The vote was not unanimous. That’s understandable because it’s a difficult decision. But ultimately, the city council made a poor decision in deciding to reject the gas station owner’s application to sell alcohol.

If the gas station qualified under the standards set by the city, then it should have received the go-ahead. The gas station can’t help that it is located near a childcare center. A gas station isn’t a bar; alcohol is not the main product advertised and sold. So allowing a gas station to sell alcohol is not unduly exposing children to alcohol.

And if the council was worried about that area becoming seedier as a result of the gas station selling alcohol, the council should have made the gas station responsible for the cleanliness of the area as part of the approval process.

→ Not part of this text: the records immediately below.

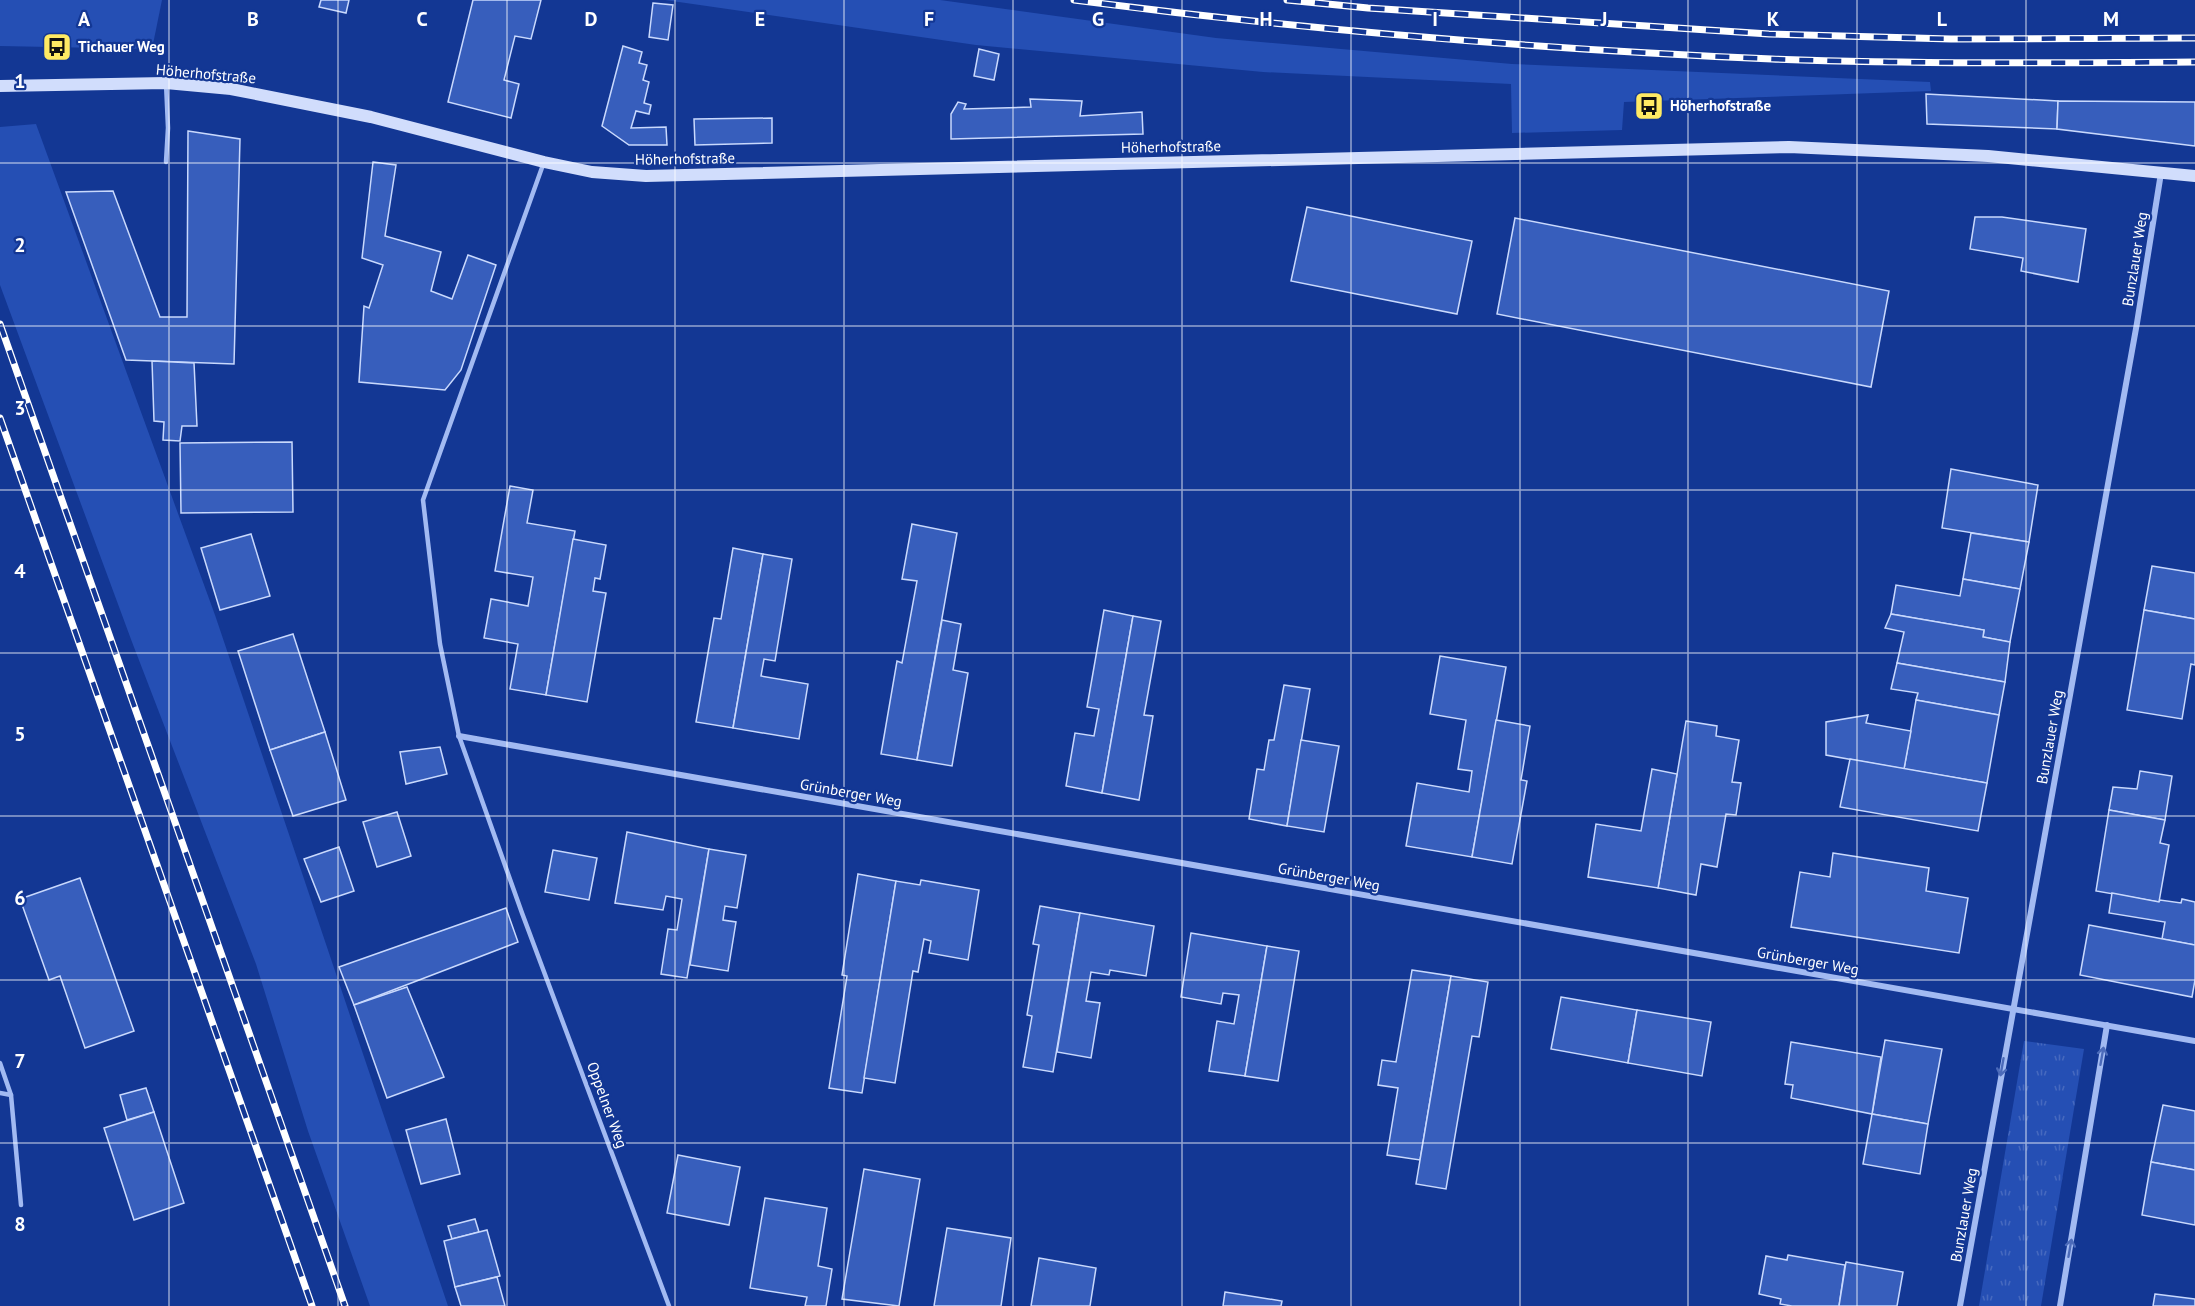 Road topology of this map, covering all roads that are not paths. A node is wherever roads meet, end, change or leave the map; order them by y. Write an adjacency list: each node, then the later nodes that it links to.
1 (166, 83): 2 (street, Höherhofstraße); 3 (lane); 4 (street, Höherhofstraße)
2 (0, 86)
3 (166, 162)
4 (544, 162): 5 (street, Höherhofstraße); 7 (lane)
5 (2161, 172): 6 (street, Höherhofstraße); 8 (street, Bunzlauer Weg)
6 (2195, 176)
7 (459, 736): 8 (street, Grünberger Weg); 15 (lane, Oppelner Weg)
8 (2013, 1009): 9 (street, Grünberger Weg); 16 (street, Bunzlauer Weg, one-way to 16)
9 (2107, 1026): 10 (street, Grünberger Weg); 17 (street, one-way to 9)
10 (2195, 1041)
11 (0, 1063): 13 (lane)
12 (0, 1094): 13 (lane)
13 (11, 1095): 14 (lane)
14 (21, 1205)
15 (669, 1306)
16 (1960, 1306)
17 (2060, 1306)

Figuring out a way to work with the station, instead of rejecting the application, should have been the plan. For example, in the case of What Up Dawg?, 317 M.A.C. Ave., the council approved a tavern license for the restaurant (meaning they can sell beer until midnight) despite the restaurant’s proximity to a church but required the installation of a security camera for safety reasons.

A similar compromise in this scenario would have been better for both the city and the business.

There are other, more pressing concerns than the station’s proximity to a childcare center, such as the cognitive dissonance involved in selling alcohol to people who will then drive, or the notion that a gas station that needs to sell alcohol to stay afloat isn’t a great gas station. And those concerns would have been quality reasons for the council to reject the application. But those issues weren’t brought up in the meeting, yet the application still was rejected.

The council made the wrong decision, for the wrong reasons.

In a community with multiple bars, convenience and grocery stores where alcohol is available, what’s one more place to purchase alcohol going to do to the community? It’s not as if approving the application would allow children to walk from the childcare center into the gas station, grab a beer, pay and walk out. There still would be a societal and legal separation between the childcare center and the alcohol sold by the gas station. It’s understandable and admirable that the council wants a gap between children and alcohol, but that gap already is in place.

Although this merely is one isolated case, the example set by being unwilling to work with a small business is not one the council should embrace. The city should be as accommodating as possible to businesses, especially in the state’s poor economic climate.

In the future, the council needs to be more willing to work with businesses.